So says Jeremy Paxman, according to this story from today’s Independent. As the paper has it:
Responding to the suggestion that television had become a “man’s world”, Mr Paxman said: “The worst thing you can be in this industry is a middle-class white male. If any middle-class white male I come across says he wants to enter television, I say ‘give up all hope’. They’ve no chance.”
Paxman’s counterpart at Channel 4 news, Krishnan Guru-Murthy, said he felt “awfully sorry for white, middle-class men who went to Oxbridge,” but that he wasn’t sure “they are the ones at the greatest disadvantage”. As he put it:
“Obviously, the people who really are facing the biggest struggle to make it into television are those from working-class backgrounds and people from ethnic minorities.
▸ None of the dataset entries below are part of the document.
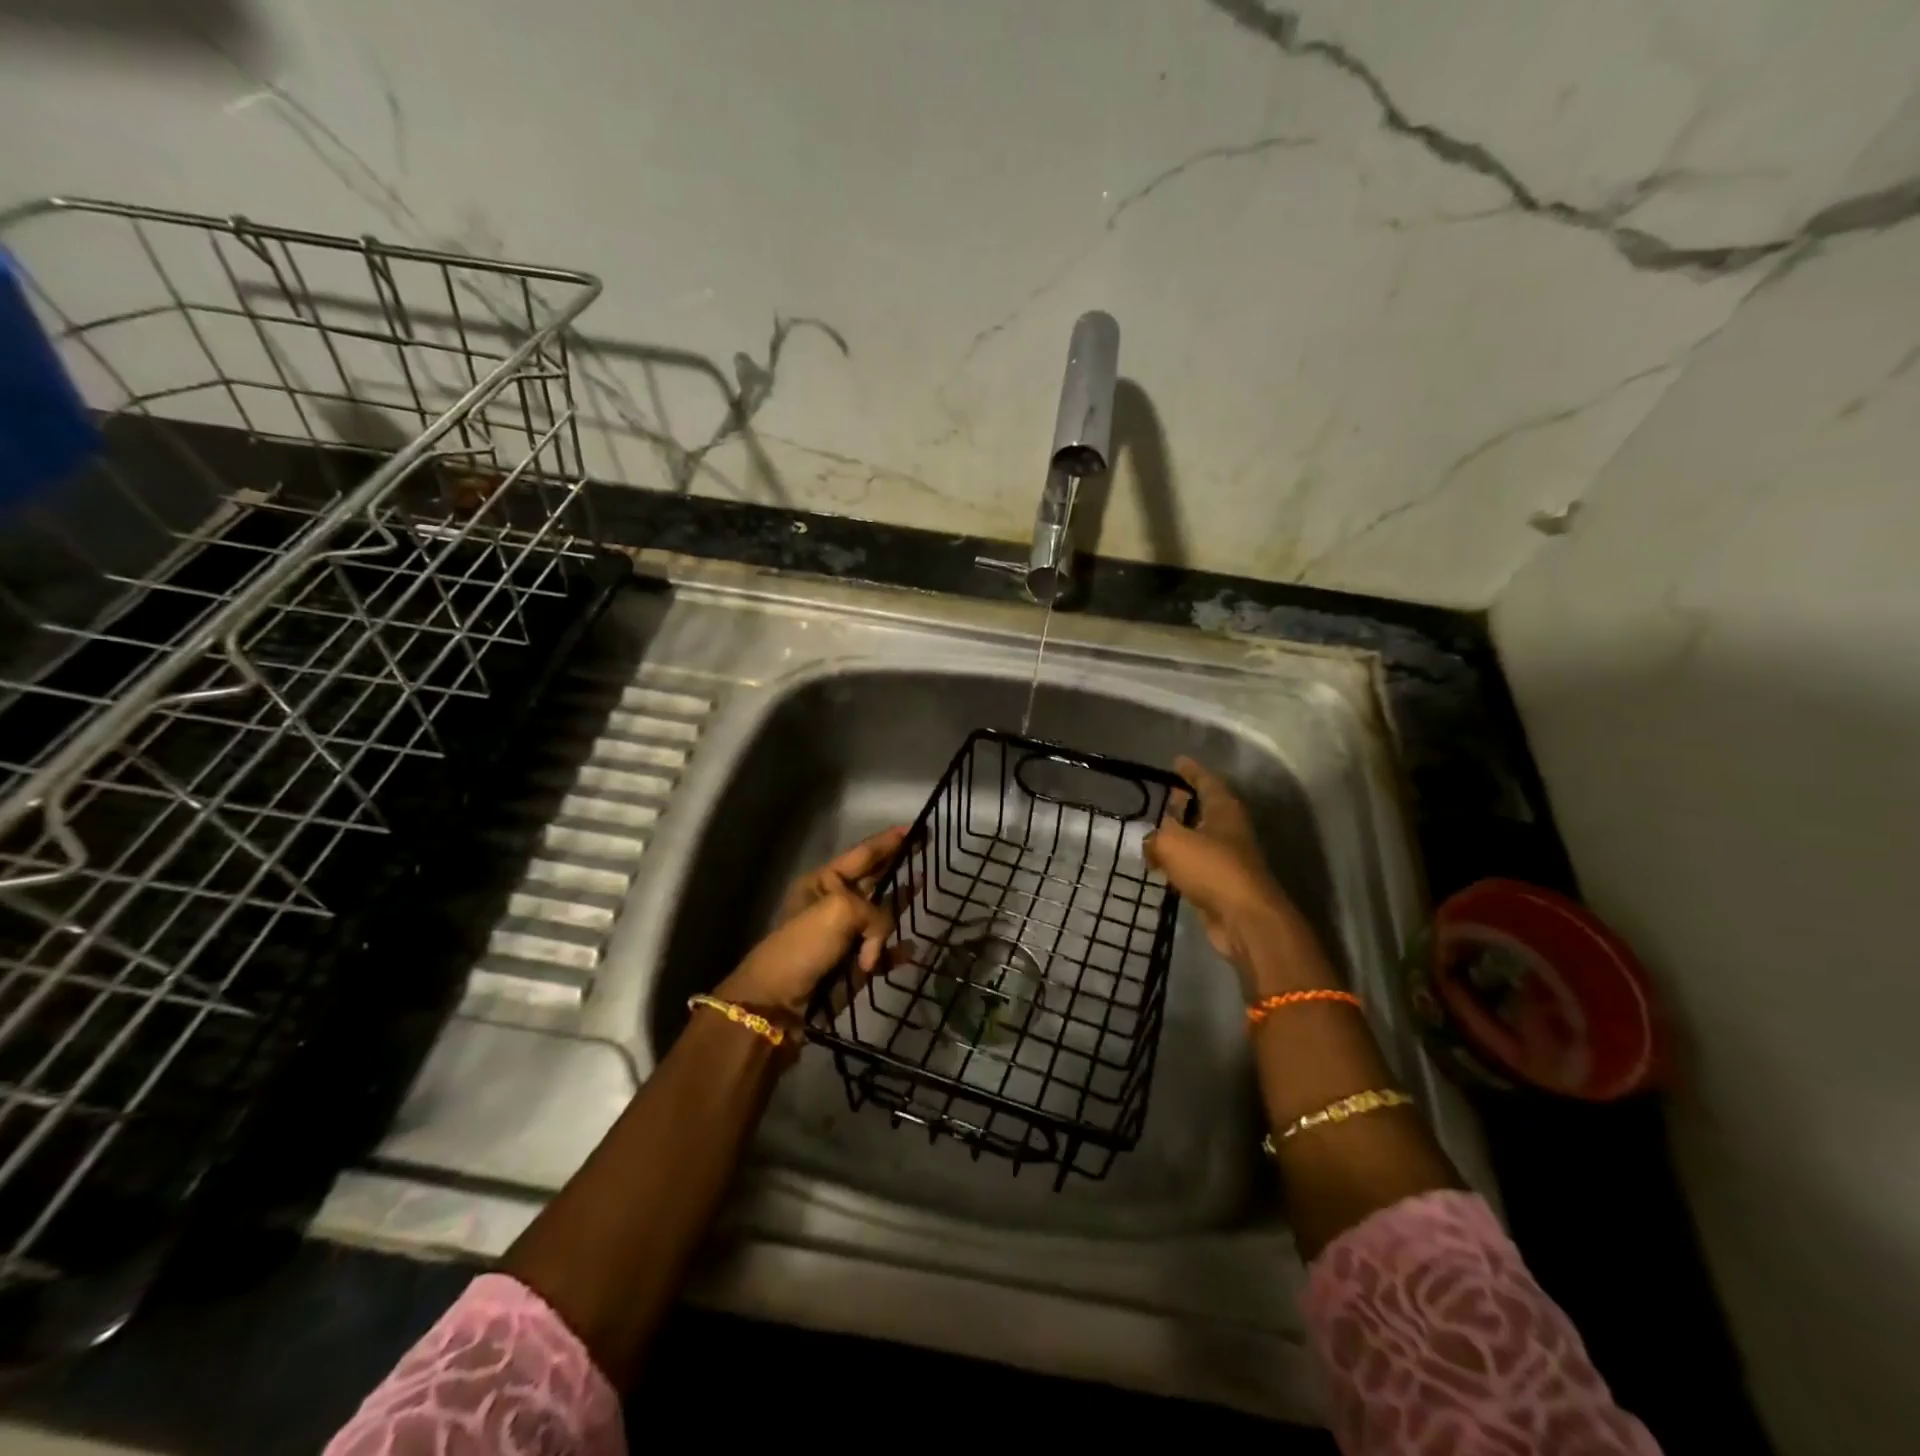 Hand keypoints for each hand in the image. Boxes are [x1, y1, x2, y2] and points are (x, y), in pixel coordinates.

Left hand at [714, 826, 908, 1015]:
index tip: (914, 827)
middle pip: (874, 879)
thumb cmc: (803, 946)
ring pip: (881, 915)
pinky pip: (882, 953)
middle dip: (897, 864)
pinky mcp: (853, 966)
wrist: (777, 1004)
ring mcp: (845, 936)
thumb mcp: (840, 912)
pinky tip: (911, 949)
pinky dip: (896, 952)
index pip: (863, 854)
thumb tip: (881, 943)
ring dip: (900, 903)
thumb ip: (875, 913)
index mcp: (824, 883)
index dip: (888, 841)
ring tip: (921, 887)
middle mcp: (835, 904)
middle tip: (924, 848)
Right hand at [1146, 757, 1326, 994]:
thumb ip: (1156, 837)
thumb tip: (1152, 843)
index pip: (1206, 780)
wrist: (1244, 919)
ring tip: (1156, 832)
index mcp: (1223, 809)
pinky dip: (1180, 863)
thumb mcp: (1172, 843)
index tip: (1177, 762)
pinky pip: (1196, 865)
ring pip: (1199, 839)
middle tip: (1164, 797)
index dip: (1190, 771)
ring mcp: (1228, 859)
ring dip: (1180, 835)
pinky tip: (1162, 867)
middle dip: (1185, 802)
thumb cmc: (1212, 868)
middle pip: (1205, 808)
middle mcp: (1229, 830)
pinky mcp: (1221, 885)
If they are both working class and from an ethnic minority, they really are up against it.”
Into the bargain, however, the Great Inquisitor claimed that women were increasingly being selected for TV’s top jobs. Citing the likes of BBC1 controller, Jay Hunt, and head of Channel 4 news and current affairs, Dorothy Byrne, he reportedly said: “Do I think it’s a man’s world in television? That is the most ridiculous question I have been asked all week.” This brought the ire of the broadcaster Mariella Frostrup, who rebuked Paxman with the words: “[Mr Paxman] lists five women because he couldn’t possibly name all the men in positions of power in TV because he would be there all bloody day.”
Meanwhile, Cher adopts a pose of Conradian indifference. Or something.